Determination is not, however, enough to win the war on drugs. Since 2000, the United States has sent more than $6 billion to Bogotá to help Uribe and his predecessor stabilize the Andean region, stanch the flow of drugs into America's cities and cut drug production. In what is known as Plan Colombia, Washington sent pilots and choppers to Colombia, trained commandos and furnished weapons to fight traffickers and terrorists. For his part, Uribe and his predecessor raised the military budget from 4 to 6 percent of the national GDP. But instead of cutting drug production in half by 2006, as Plan Colombia intended, the acreage of land dedicated to coca cultivation is up 15 percent since 2000 and now yields 4 percent more cocaine than it did eight years ago. An October report by the U.S. Government Accountability Office, an oversight agency, says Plan Colombia's goals "have not been fully achieved."

To a certain extent, Uribe is struggling against impossible odds. Colombia's south, home to its most fertile coca fields, is bigger than France and many of its scarcely populated jungles remain unexplored by cartographers—or police. Such tough terrain is made for coca. With few roads suitable for trucking, it becomes extremely expensive to transport coffee or some other crop to market, and there's only so much a supplier can charge for a kilo of coffee beans. But narcotraffickers have at their disposal a network of illegal airlifts, jungle runners and riverboats to move cocaine from the local "cook" (workshops are located near the fields) to international traffickers in Venezuela and on the Pacific Coast. As a business proposition, shipping small volumes of expensive goods (a kilo of cocaine can fetch up to $175,000 in some markets) is infinitely more sensible than shipping vast volumes of cheap commodities. Daniel Mejía, an economist at Los Andes University in Bogotá, figures the annual profit on a hectare of coffee is $500, compared with $5,000 for coca.

Moreover, the difficult geography means that 70 percent of crop eradication—the backbone of Plan Colombia's antidrug strategy—must be done by air. Perry Holloway, a U.S. diplomat who coordinates eradication efforts from the embassy in Bogotá, says less than 0.2 percent of Colombian land is taken up by coca crops, but the plants are seeded in narrow slivers lodged between produce and vast tracts of jungle. Some farmers have figured out they can avoid airborne crop-eradication efforts by cloaking the coca beneath other vegetation, like beans. Rafael Pardo, one of 11 candidates for president in next year's election, says eight years ago authorities fumigated three hectares of land to eliminate one hectare of coca; now they need to target more than 20.

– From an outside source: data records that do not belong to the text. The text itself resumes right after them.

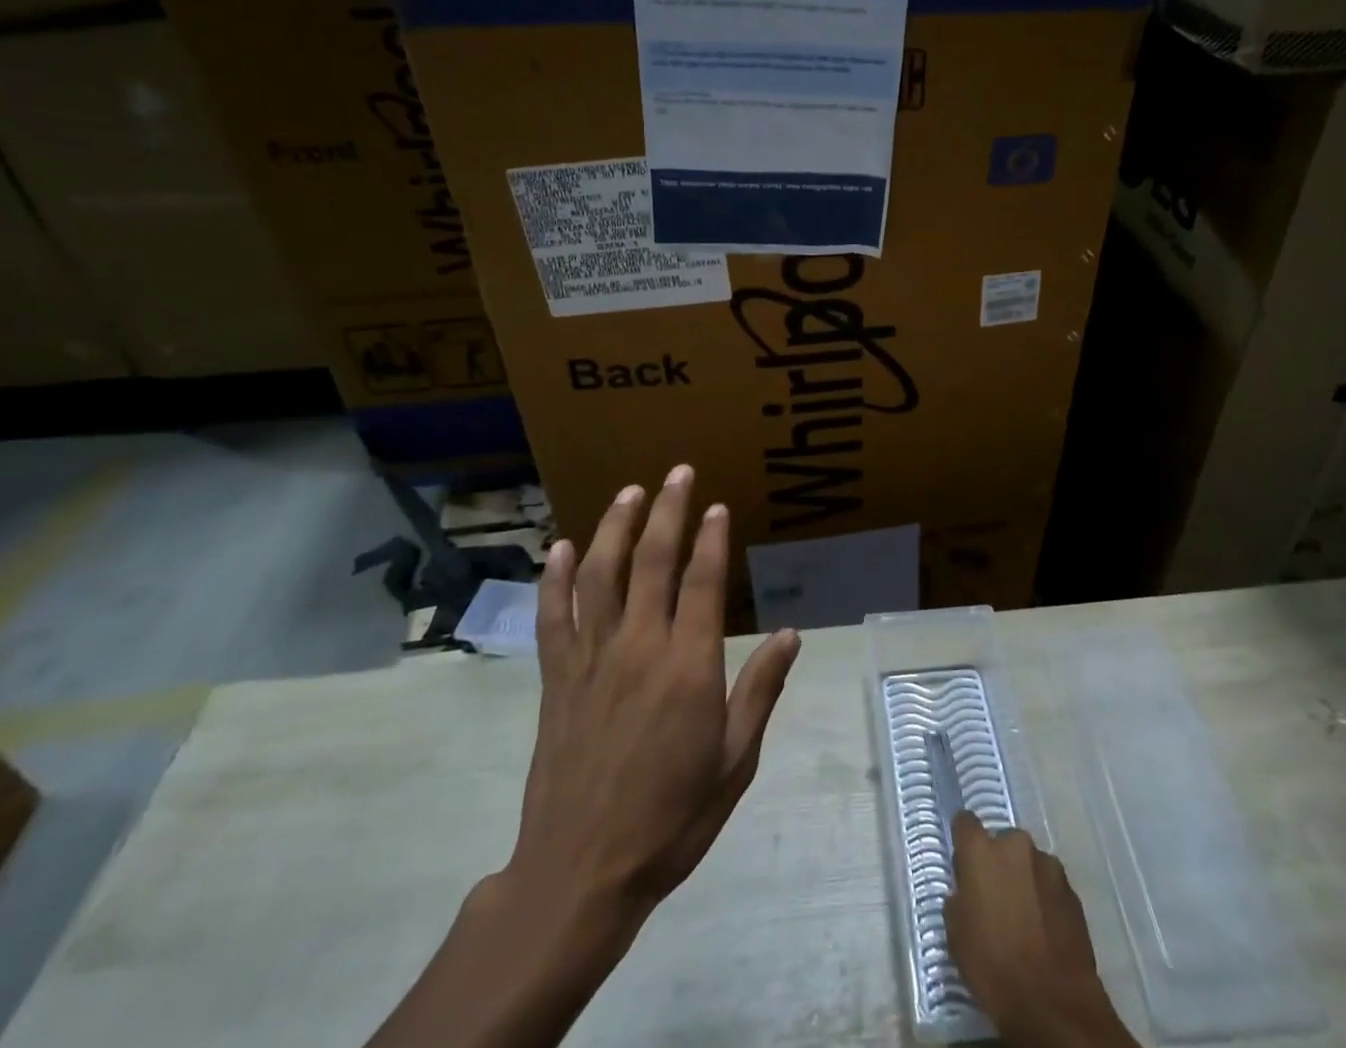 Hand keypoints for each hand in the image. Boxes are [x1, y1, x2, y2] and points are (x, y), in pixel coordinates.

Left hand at [366, 466, 799, 1047]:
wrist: (582, 873)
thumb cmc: (671, 819)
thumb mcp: (734, 762)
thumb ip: (760, 690)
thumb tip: (791, 634)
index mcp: (688, 667)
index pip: (702, 583)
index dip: (710, 538)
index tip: (716, 506)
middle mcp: (639, 648)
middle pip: (652, 562)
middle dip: (667, 511)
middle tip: (677, 472)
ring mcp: (592, 659)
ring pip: (601, 575)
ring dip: (615, 528)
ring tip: (630, 492)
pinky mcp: (557, 678)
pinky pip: (554, 616)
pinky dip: (555, 578)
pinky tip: (560, 547)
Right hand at [947, 814, 1137, 1047]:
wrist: (1053, 1003)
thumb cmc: (994, 966)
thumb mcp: (956, 933)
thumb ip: (959, 897)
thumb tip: (967, 890)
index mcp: (981, 850)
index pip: (965, 822)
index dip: (963, 839)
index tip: (963, 860)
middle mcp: (1015, 845)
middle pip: (1001, 842)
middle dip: (998, 862)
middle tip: (995, 897)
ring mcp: (1048, 865)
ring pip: (1028, 863)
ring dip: (1024, 879)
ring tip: (1024, 916)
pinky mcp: (1072, 890)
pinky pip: (1050, 884)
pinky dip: (1045, 898)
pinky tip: (1044, 929) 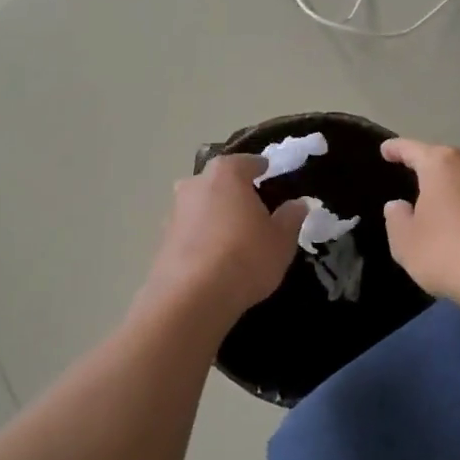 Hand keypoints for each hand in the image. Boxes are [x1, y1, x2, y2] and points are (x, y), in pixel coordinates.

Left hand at [138, 154, 309, 321]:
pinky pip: (190, 232)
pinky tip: (215, 259)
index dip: (262, 169)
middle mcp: (195, 184)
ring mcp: (174, 211)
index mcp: (226, 174)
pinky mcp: (161, 240)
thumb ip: (291, 217)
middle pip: (219, 181)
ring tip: (235, 238)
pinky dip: (202, 239)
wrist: (191, 298)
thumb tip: (297, 204)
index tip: (272, 177)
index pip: (248, 162)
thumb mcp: (282, 239)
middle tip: (254, 211)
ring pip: (201, 206)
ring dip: (215, 216)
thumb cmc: (245, 257)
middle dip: (235, 192)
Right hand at [380, 139, 459, 315]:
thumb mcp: (405, 242)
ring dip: (447, 188)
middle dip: (425, 166)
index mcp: (441, 165)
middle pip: (441, 160)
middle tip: (407, 173)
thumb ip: (396, 219)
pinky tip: (456, 224)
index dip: (395, 149)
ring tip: (430, 201)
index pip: (411, 149)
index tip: (385, 149)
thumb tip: (398, 206)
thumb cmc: (448, 253)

Meanwhile, the fragmenting drug trade makes crackdowns even tougher. Before Uribe became president, the drug trade was managed by three vertically integrated groups that controlled every aspect of the business, often through violence, intimidation and bribery. After years of intense battle, the government broke them up in the 1990s by arresting or killing their leaders and wrecking infrastructures. That helped stem the violence, and Uribe's subsequent assault on the FARC terrorist group brought urban crime rates to new lows. But the destruction of the cartels left a vacuum that was filled by more specialized criminal groups. In a given province, one group might plant the coca, another moves it to laboratories that turn it into cocaine for a fee, a third squirrels it across the border and a fourth brings it to the Mexican cartels that now control entry into the United States. Often the government apprehends or kills the proprietors of a company that shepherds bundled coca leaves to a lab—only to have others quickly take over that market. "We're capturing more cocaine and heroin than ever before," says Alfredo Rangel, a top Colombian security expert and an Uribe supporter. "The bad news is that all that has done nothing."

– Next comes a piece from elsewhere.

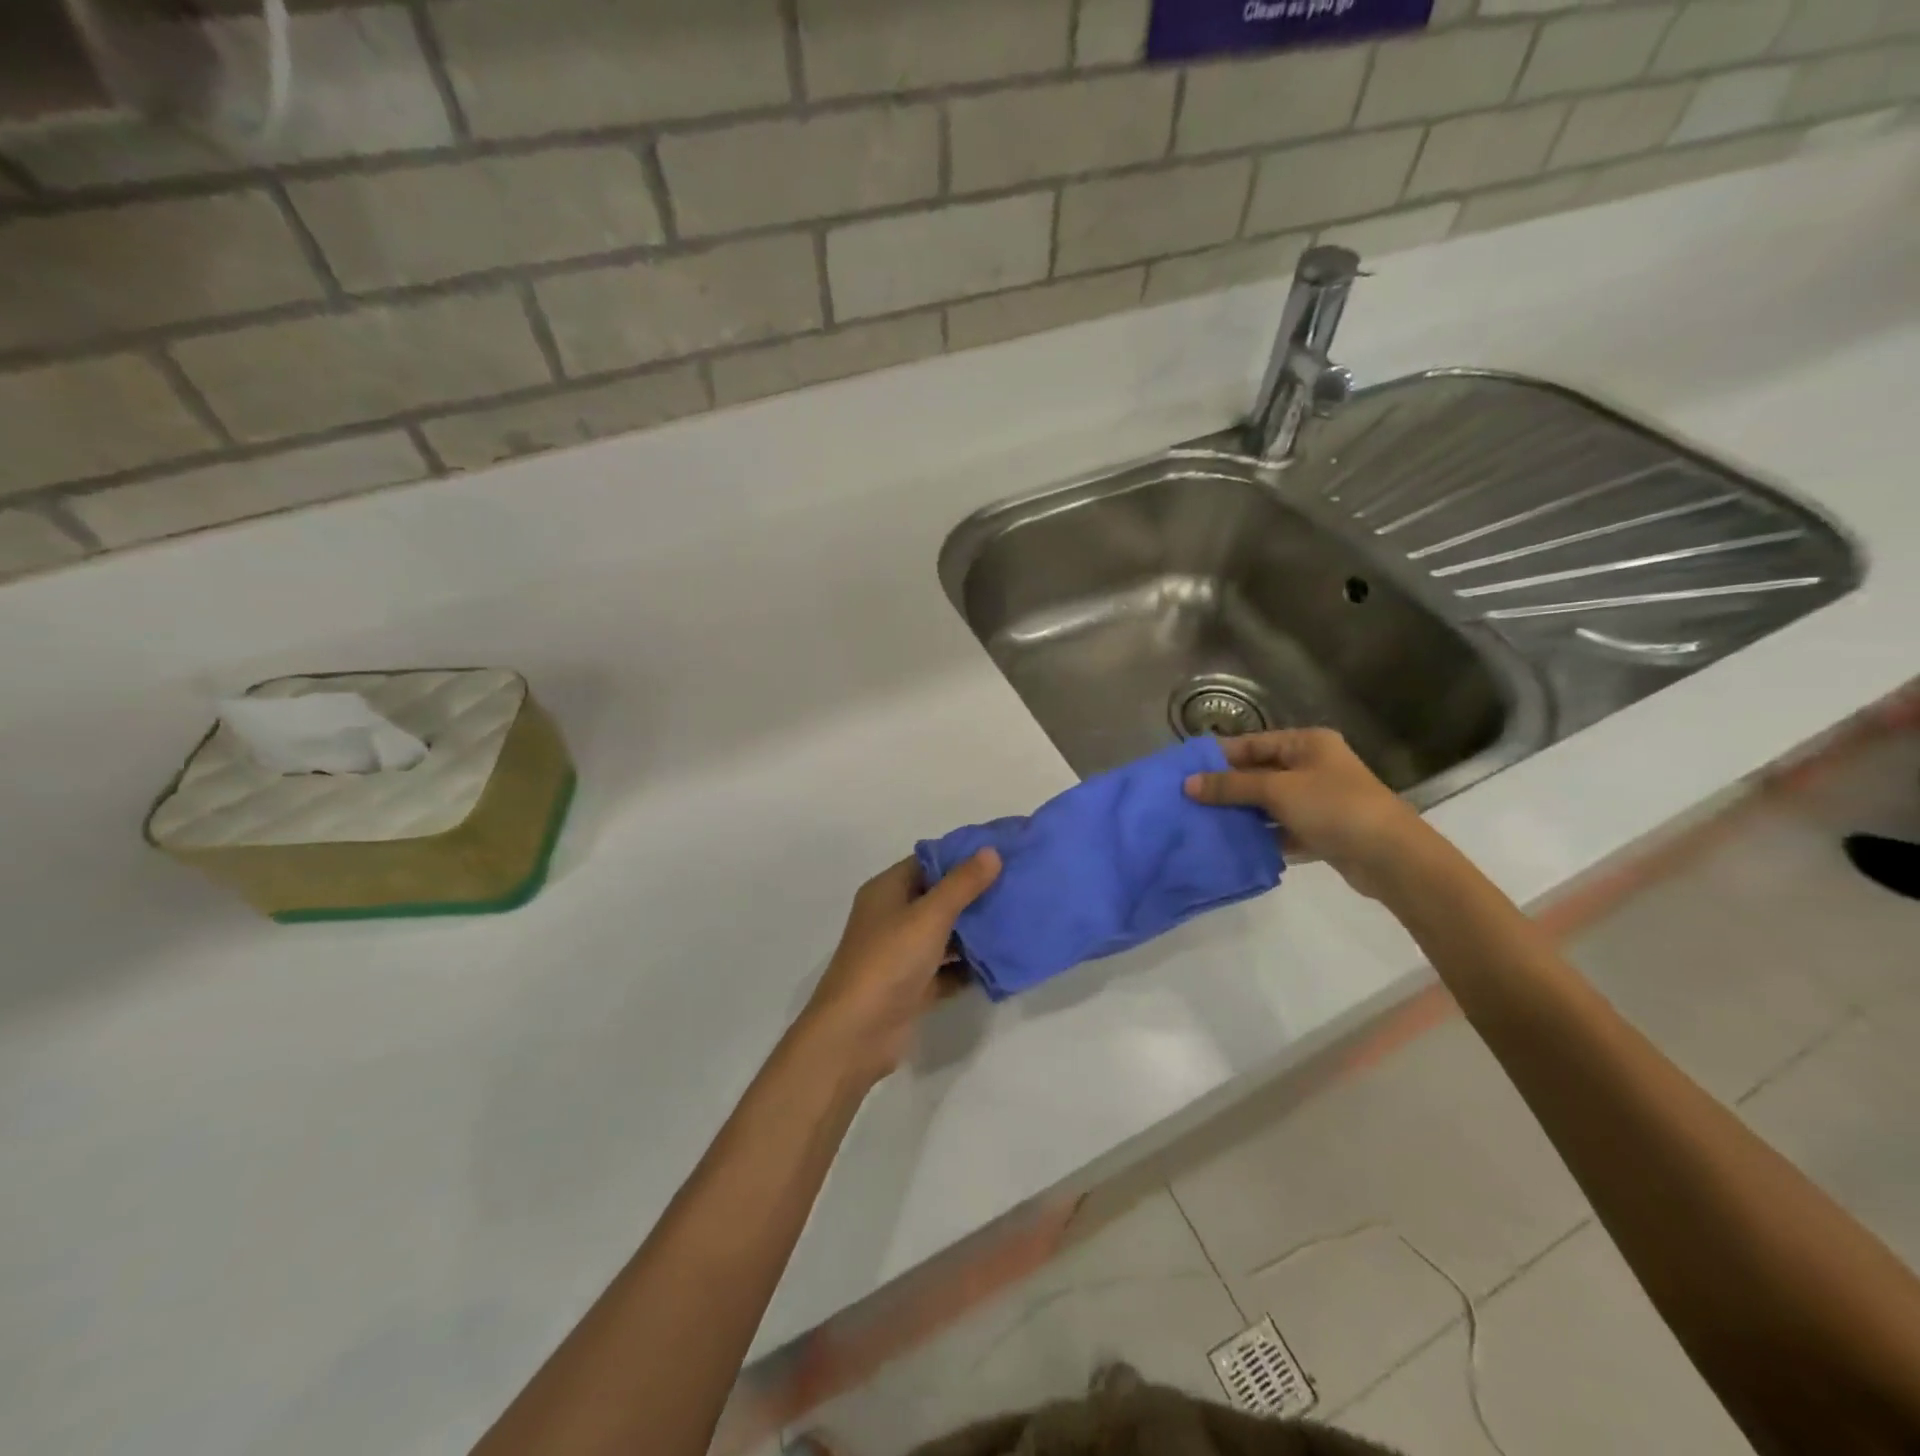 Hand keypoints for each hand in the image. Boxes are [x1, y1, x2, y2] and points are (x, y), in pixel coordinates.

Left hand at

Uribe has fought back by pushing police and military forces further into the south, stepping up interdiction patrols, gathering better intelligence about new narcotraffickers and combating the coca trade's seductive economics with his own development plan. Under a new Defense Ministry pilot program, law enforcement is telling coca-growing campesinos that if they give up coca, the government will compensate them for lost revenue. But like many government subsidies, it has untended consequences. Uribe's plan rewards only those who broke the law; farmers who never planted coca are ineligible for payments. Critics predict that campesinos who had resisted growing coca may now begin to do so, enabling them to quit in return for handouts.

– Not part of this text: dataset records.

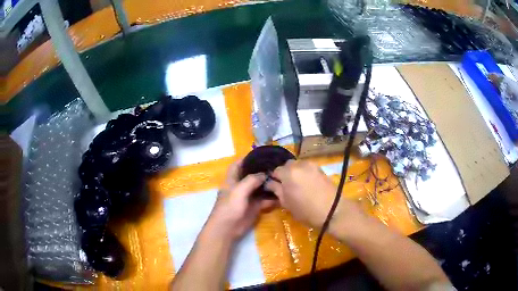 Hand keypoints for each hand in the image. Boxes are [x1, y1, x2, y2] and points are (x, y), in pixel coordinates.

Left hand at [207, 160, 276, 240]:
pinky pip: (265, 200)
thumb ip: (251, 180)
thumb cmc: (229, 207)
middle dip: (262, 171)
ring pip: (260, 188)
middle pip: (252, 175)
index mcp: (232, 179)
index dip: (246, 158)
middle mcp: (240, 186)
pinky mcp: (254, 207)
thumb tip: (264, 173)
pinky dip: (272, 198)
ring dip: (269, 184)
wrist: (227, 228)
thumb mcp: (238, 190)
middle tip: (277, 166)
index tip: (261, 154)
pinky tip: (282, 195)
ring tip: (282, 178)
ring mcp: (248, 197)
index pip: (238, 164)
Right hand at [265, 160, 364, 231]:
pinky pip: (307, 168)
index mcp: (288, 173)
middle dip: (285, 174)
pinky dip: (304, 173)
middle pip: (287, 165)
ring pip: (298, 165)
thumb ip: (276, 190)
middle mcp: (299, 165)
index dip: (274, 179)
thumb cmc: (306, 210)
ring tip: (297, 185)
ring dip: (295, 172)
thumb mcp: (286, 203)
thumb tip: (269, 183)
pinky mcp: (320, 168)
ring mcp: (311, 165)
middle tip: (286, 187)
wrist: (332, 210)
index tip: (275, 188)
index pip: (275, 171)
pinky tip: (307, 184) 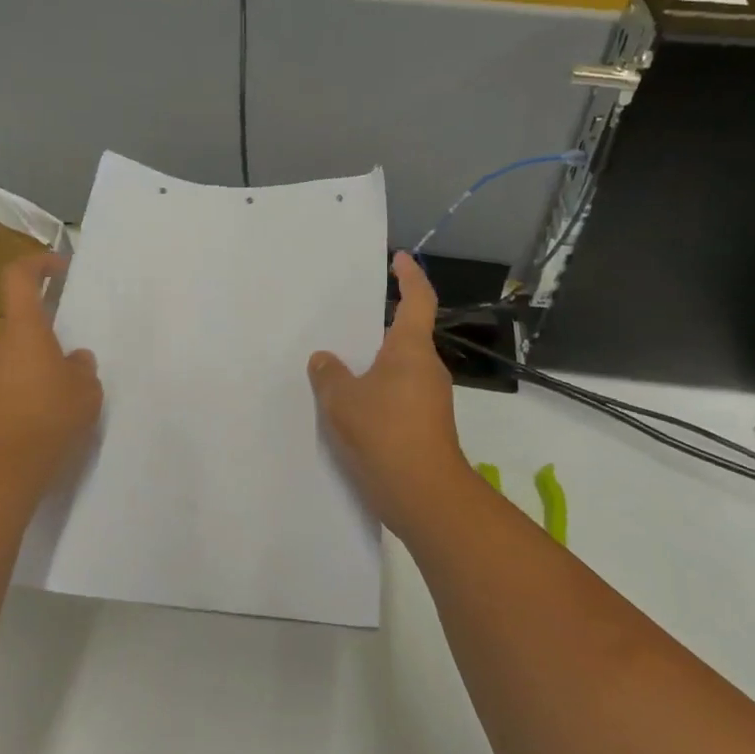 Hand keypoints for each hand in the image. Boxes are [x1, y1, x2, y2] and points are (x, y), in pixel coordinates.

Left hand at [0, 253, 102, 484]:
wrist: (3, 466)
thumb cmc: (49, 415)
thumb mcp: (85, 390)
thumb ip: (83, 368)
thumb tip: (75, 359)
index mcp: (24, 329)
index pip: (20, 277)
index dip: (38, 264)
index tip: (61, 268)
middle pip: (22, 323)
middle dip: (50, 334)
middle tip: (78, 358)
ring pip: (18, 355)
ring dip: (41, 365)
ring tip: (70, 393)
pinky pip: (12, 382)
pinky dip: (31, 389)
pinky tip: (52, 415)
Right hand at [309, 251, 471, 533]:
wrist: (424, 495)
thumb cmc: (385, 434)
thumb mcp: (342, 400)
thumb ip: (329, 374)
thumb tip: (325, 360)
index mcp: (411, 349)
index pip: (417, 300)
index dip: (410, 276)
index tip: (399, 259)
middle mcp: (426, 368)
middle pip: (405, 336)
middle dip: (379, 327)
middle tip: (344, 322)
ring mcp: (429, 399)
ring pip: (399, 369)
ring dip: (374, 364)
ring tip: (337, 366)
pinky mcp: (424, 426)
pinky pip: (396, 395)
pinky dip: (375, 392)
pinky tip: (349, 406)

Just as Uribe has tried to get tougher on drug trafficking, Colombia's neighbors have become more lax, creating new business opportunities for growers and others. Venezuela's Hugo Chávez banned U.S. radar patrols in 2005 as relations soured with Washington. His government has cooperated with the FARC and allowed it to control some of Venezuela's most rural towns—crucial outposts on the narcotics-export route. Bolivian President Evo Morales has also refused to aid U.S. eradication efforts in his country—he has just expelled 60 DEA officers—or undertake any of his own. Drugs that in the past might have been interdicted exiting Colombia through its ports or airfields are now crossing borders into those countries, making them harder to catch on their way to Mexico or, increasingly, overseas.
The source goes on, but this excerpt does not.